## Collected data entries
[Start of section]

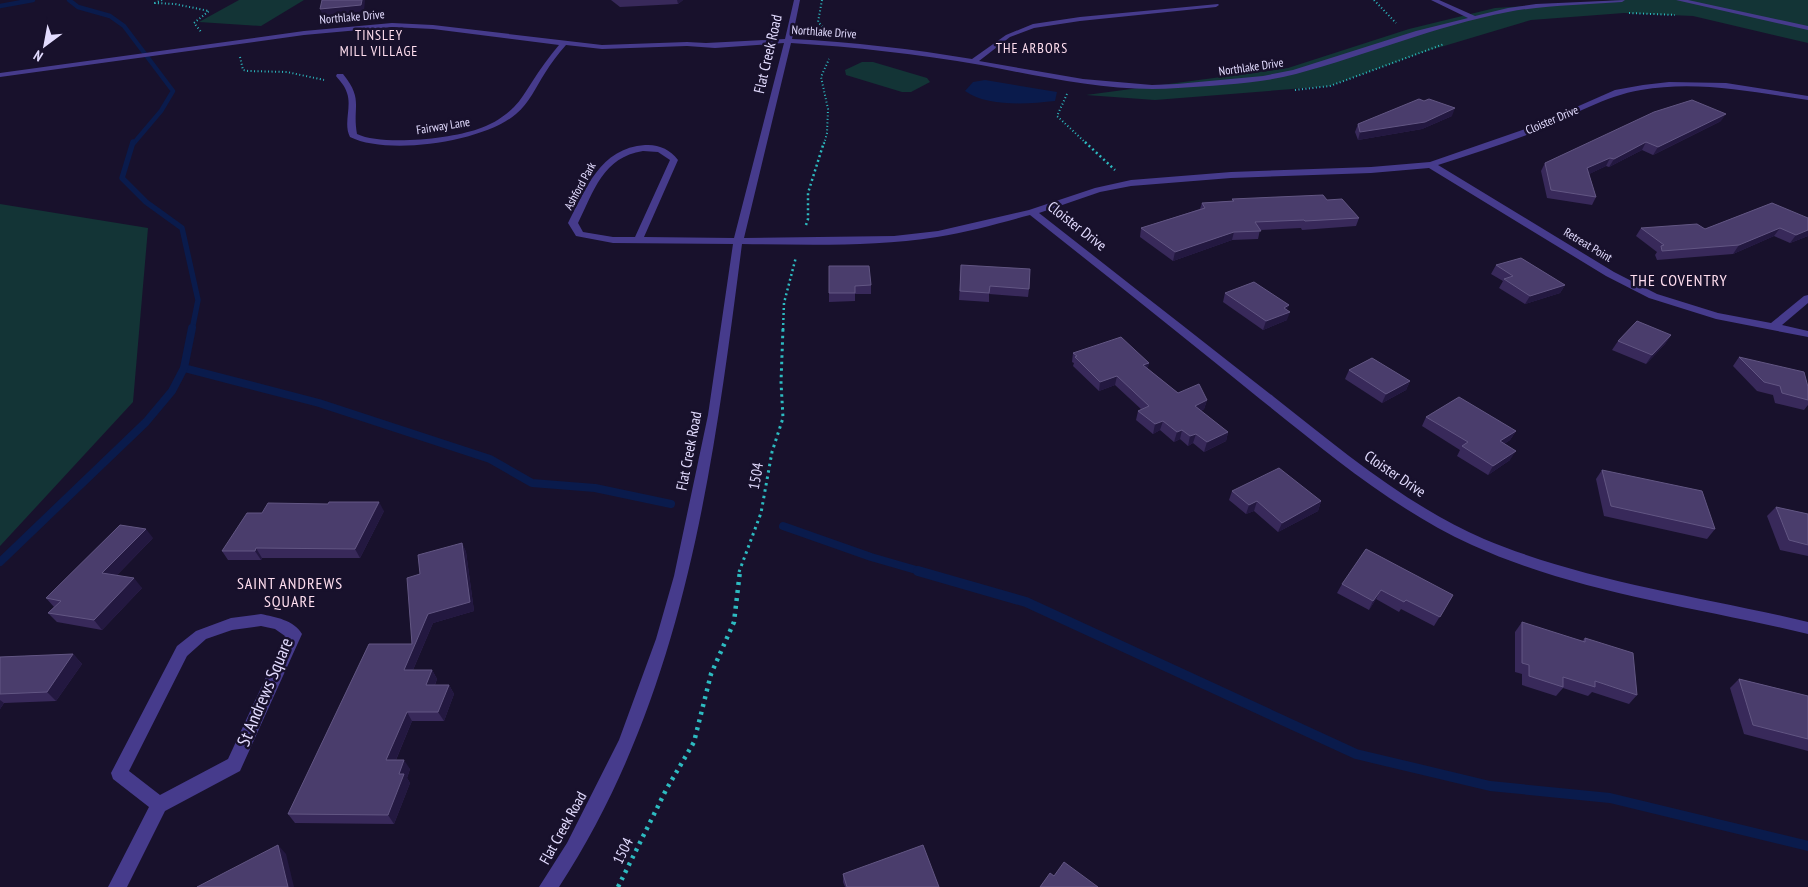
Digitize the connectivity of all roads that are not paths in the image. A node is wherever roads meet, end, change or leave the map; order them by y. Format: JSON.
{"nodes":[{"id":1,"x":797,"y":0,"type":"edge"},
{"id":2,"x":1434,"y":0,"type":"edge"},
{"id":3,"x":1622,"y":0,"type":"edge"},
{"id":4,"x":1679,"y":0,"type":"edge"},
{"id":5,"x":1578,"y":1,"type":"edge"},
{"id":6,"x":1216,"y":5,"type":"dead end"},
{"id":7,"x":1474,"y":18,"type":"junction"},
{"id":8,"x":1808,"y":28,"type":"edge"},
{"id":9,"x":563,"y":44,"type":"junction"},
{"id":10,"x":787,"y":45,"type":"junction"},
{"id":11,"x":974,"y":61,"type":"junction"},
{"id":12,"x":0,"y":75,"type":"edge"},
{"id":13,"x":340,"y":76,"type":"dead end"},
{"id":14,"x":1808,"y":98,"type":"edge"},
{"id":15,"x":1431,"y":165,"type":"junction"},
{"id":16,"x":1032,"y":212,"type":"junction"},
{"id":17,"x":638,"y":240,"type":"junction"},
{"id":18,"x":738,"y":241,"type":"junction"},
{"id":19,"x":1808,"y":298,"type":"edge"},
{"id":20,"x":1773,"y":327,"type":"junction"},
{"id":21,"x":1808,"y":334,"type":"edge"},
{"id":22,"x":1808,"y":628,"type":"edge"},
{"id":23,"x":159,"y":805,"type":"junction"},
{"id":24,"x":117,"y":887,"type":"edge"},
{"id":25,"x":548,"y":887,"type":"edge"}],
"edges":[{"from":1,"to":10,"type":"street","name":"Flat Creek Road"},
{"from":2,"to":7,"type":"street"},
{"from":3,"to":5,"type":"street","name":"Northlake Drive"},
{"from":4,"to":8,"type":"street"},
{"from":5,"to":7,"type":"street","name":"Northlake Drive"},
{"from":6,"to":11,"type":"street"},
{"from":7,"to":11,"type":"street","name":"Northlake Drive"},
{"from":9,"to":10,"type":"street","name":"Northlake Drive"},
{"from":9,"to":12,"type":"street","name":"Northlake Drive"},
{"from":9,"to":13,"type":"street","name":"Fairway Lane"},
{"from":10,"to":11,"type":"street","name":"Northlake Drive"},
{"from":10,"to":18,"type":"street","name":"Flat Creek Road"},
{"from":14,"to":15,"type":"street","name":"Cloister Drive"},
{"from":15,"to":16,"type":"street","name":"Cloister Drive"},
{"from":15,"to":20,"type":"street","name":"Retreat Point"},
{"from":16,"to":18,"type":"street","name":"Cloister Drive"},
{"from":16,"to":22,"type":"street","name":"Cloister Drive"},
{"from":17,"to":17,"type":"street","name":"Ashford Park"},
{"from":17,"to":18,"type":"street","name":"Ashford Park"},
{"from":18,"to":25,"type":"street","name":"Flat Creek Road"},
{"from":19,"to":20,"type":"street"},
{"from":20,"to":21,"type":"street","name":"Retreat Point"},
{"from":23,"to":23,"type":"street","name":"St Andrews Square"},
{"from":23,"to":24,"type":"street"}]}
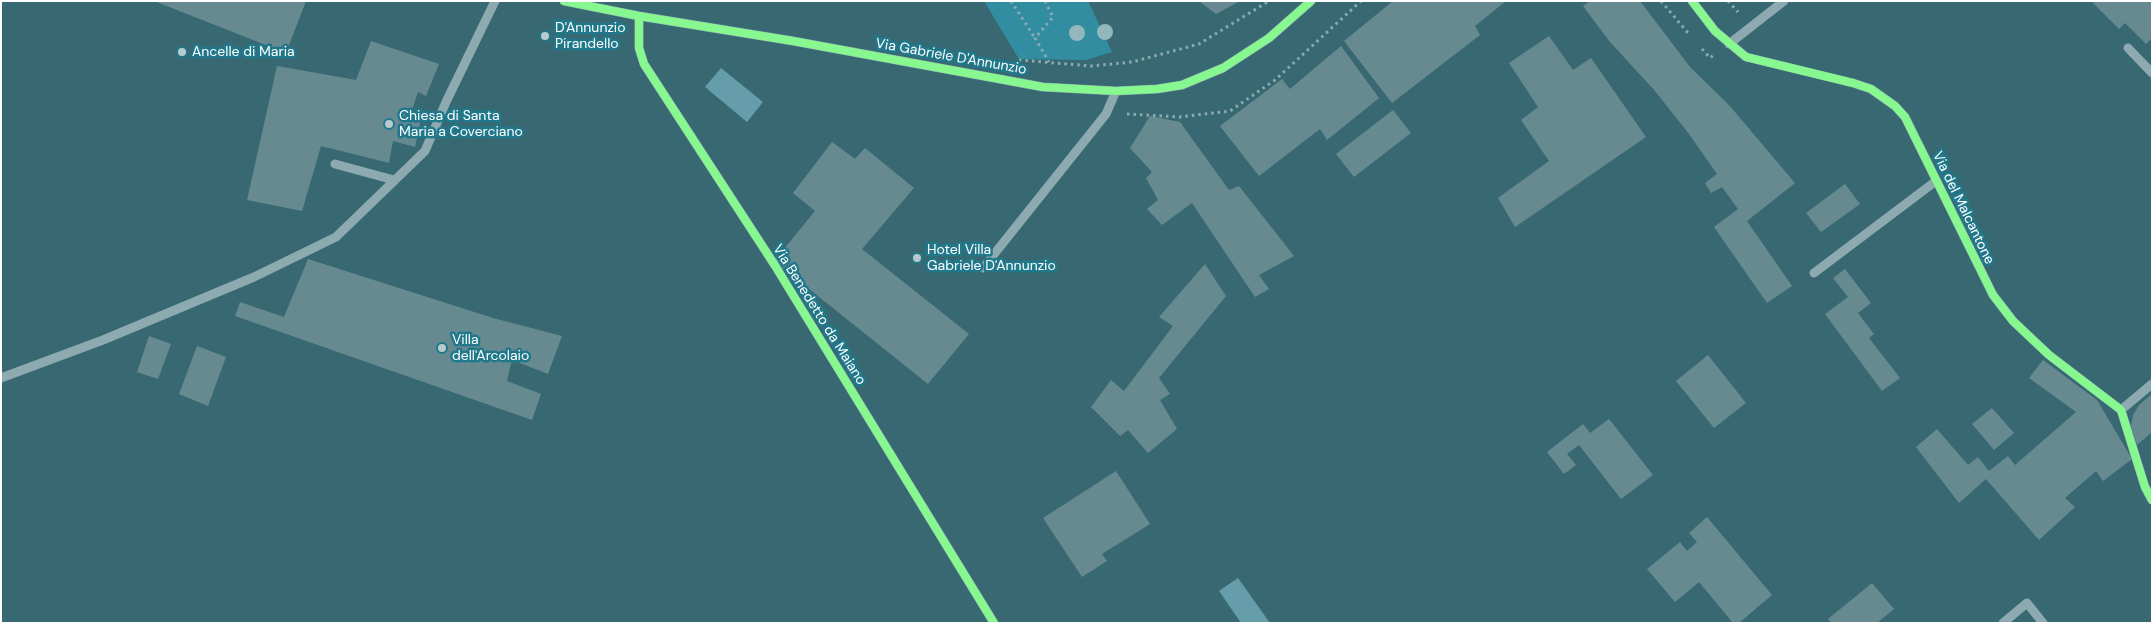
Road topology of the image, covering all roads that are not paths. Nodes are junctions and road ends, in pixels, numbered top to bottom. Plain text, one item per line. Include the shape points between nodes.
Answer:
1 (495, 1) edge
2 (564, 1) edge
3 (1311, 1) edge
4 (1692, 1) edge
5 (1784, 1) edge
6 (639, 16) junction
7 (1729, 44) junction
8 (2128, 48) dead end
9 (2152, 73) edge
10 (1116, 91) junction
11 (335, 164) dead end
12 (394, 180) junction
13 (1936, 181) junction
14 (983, 268) dead end
15 (1814, 273) dead end
16 (1, 378) edge
17 (2152, 384) edge
18 (2121, 410) junction
19 (2152, 500) edge
20 (994, 623) edge
21 (2003, 623) edge
22 (2043, 623) edge

1 - 12 street via 425,151
2 - 6 street, Via Gabriele D'Annunzio
3 - 10 street, Via Gabriele D'Annunzio via 1269,38 1223,68 1182,84
4 - 7 street, Via del Malcantone
5 - 7 street
6 - 10 street, Via Gabriele D'Annunzio via 1043,87
6 - 20 street, Via Benedetto da Maiano via 639,48 644,64 774,264
7 - 13 street, Via del Malcantone via 1746,57 1853,83 1884,97 1905,117
8 - 9 street
10 - 14 street via 1106,114
11 - 12 street
12 - 16 street via 336,237 254,277
13 - 15 street
13 - 18 street, Via del Malcantone via 1992,295 2013,321 2049,354
17 - 18 street
18 - 19 street
21 - 22 street via 2027,603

[End of section]

## What you have to do
So that the copy stays exact, reproduce each record word for word and leave its images out.

## Expected answer
Digitize the connectivity of all roads that are not paths in the image. A node is wherever roads meet, end, change or leave the map; order them by y. Format: JSON.
{"nodes":[{"id":1,"x":797,"y":0,"type":"edge"},
{"id":2,"x":1434,"y":0,"type":"edge"},
{"id":3,"x":1622,"y":0,"type":"edge"},
{"id":4,"x":1679,"y":0,"type":"edge"},
{"id":5,"x":1578,"y":1,"type":"edge"},
{"id":6,"x":1216,"y":5,"type":"dead end"},
{"id":7,"x":1474,"y":18,"type":"junction"},
{"id":8,"x":1808,"y":28,"type":"edge"},
{"id":9,"x":563,"y":44,"type":"junction"},
{"id":10,"x":787,"y":45,"type":"junction"},
{"id":11,"x":974,"y":61,"type":"junction"},
{"id":12,"x":0,"y":75,"type":"edge"},
{"id":13,"x":340,"y":76,"type":"dead end"},
{"id":14,"x":1808,"y":98,"type":"edge"},
{"id":15,"x":1431,"y":165,"type":"junction"},
{"id":16,"x":1032,"y":212,"type":"junction"},
{"id":17,"x":638,"y":240,"type":"junction"},
{"id":18,"x":738,"y":241,"type":"junction"},
{"id":19,"x":1808,"y":298,"type":"edge"},
{"id":20,"x":1773,"y":327,"type":"junction"},
{"id":21,"x":1808,"y":334,"type":"edge"},
{"id":22,"x":1808,"y":628,"type":"edge"},
{"id":23,"x":159,"y":805,"type":"junction"},
{"id":24,"x":117,"y":887,"type":"edge"},
{"id":25,"x":548,"y":887,"type":"edge"}],
"edges":[{"from":1,"to":10,"type":"street","name":"Flat Creek Road"},
{"from":2,"to":7,"type":"street"},
{"from":3,"to":5,"type":"street","name":"Northlake Drive"},
{"from":4,"to":8,"type":"street"},
{"from":5,"to":7,"type":"street","name":"Northlake Drive"},
{"from":6,"to":11,"type":"street"},
{"from":7,"to":11,"type":"street","name":"Northlake Drive"},
{"from":9,"to":10,"type":"street","name":"Northlake Drive"},
{"from":9,"to":12,"type":"street","name":"Northlake Drive"},
{"from":9,"to":13,"type":"street","name":"Fairway Lane"},
{"from":10,"to":11,"type":"street","name":"Northlake Drive"},
{"from":10,"to":18,"type":"street","name":"Flat Creek Road"},
{"from":14,"to":15,"type":"street","name":"Cloister Drive"},
{"from":15,"to":16,"type":"street","name":"Cloister Drive"},
{"from":15,"to":20,"type":"street","name":"Retreat Point"},
{"from":16,"to":18,"type":"street","name":"Cloister Drive"},
{"from":16,"to":22,"type":"street","name":"Cloister Drive"},
{"from":17,"to":17,"type":"street","name":"Ashford Park"},
{"from":17,"to":18,"type":"street","name":"Ashford Park"},
{"from":18,"to":25,"type":"street","name":"Flat Creek Road"},
{"from":19,"to":20,"type":"street"},
{"from":20,"to":21,"type":"street","name":"Retreat Point"},
{"from":23,"to":23,"type":"street","name":"St Andrews Square"},
{"from":23,"to":24,"type":"street"}]}
Road topology of the image, covering all roads that are not paths. Nodes are junctions and road ends, in pixels, numbered top to bottom. Plain text, one item per line. Include the shape points between nodes.
Answer:
1 (495, 1) edge
2 (564, 1) edge
3 (1311, 1) edge
4 (1692, 1) edge
5 (1784, 1) edge
6 (639, 16) junction
7 (1729, 44) junction
8 (2128, 48) dead end
9 (2152, 73) edge
10 (1116, 91) junction
11 (335, 164) dead end
12 (394, 180) junction
13 (1936, 181) junction
14 (983, 268) dead end
15 (1814, 273) dead end
16 (1, 378) edge
17 (2152, 384) edge
18 (2121, 410) junction
19 (2152, 500) edge
20 (994, 623) edge
21 (2003, 623) edge
22 (2043, 623) edge

1 - 12 street via 425,151
2 - 6 street, Via Gabriele D'Annunzio
3 - 10 street, Via Gabriele D'Annunzio via 1269,38 1223,68 1182,84
4 - 7 street, Via del Malcantone
5 - 7 street
6 - 10 street, Via Gabriele D'Annunzio via 1043,87
6 - 20 street, Via Benedetto da Maiano via 639,48 644,64 774,264
7 - 13 street, Via del Malcantone via 1746,57 1853,83 1884,97 1905,117
8 - 9 street
10 - 14 street via 1106,114
11 - 12 street
12 - 16 street via 336,237 254,277
13 - 15 street
13 - 18 street, Via del Malcantone via 1992,295 2013,321 2049,354
17 - 18 street
18 - 19 street
21 - 22 street via 2027,603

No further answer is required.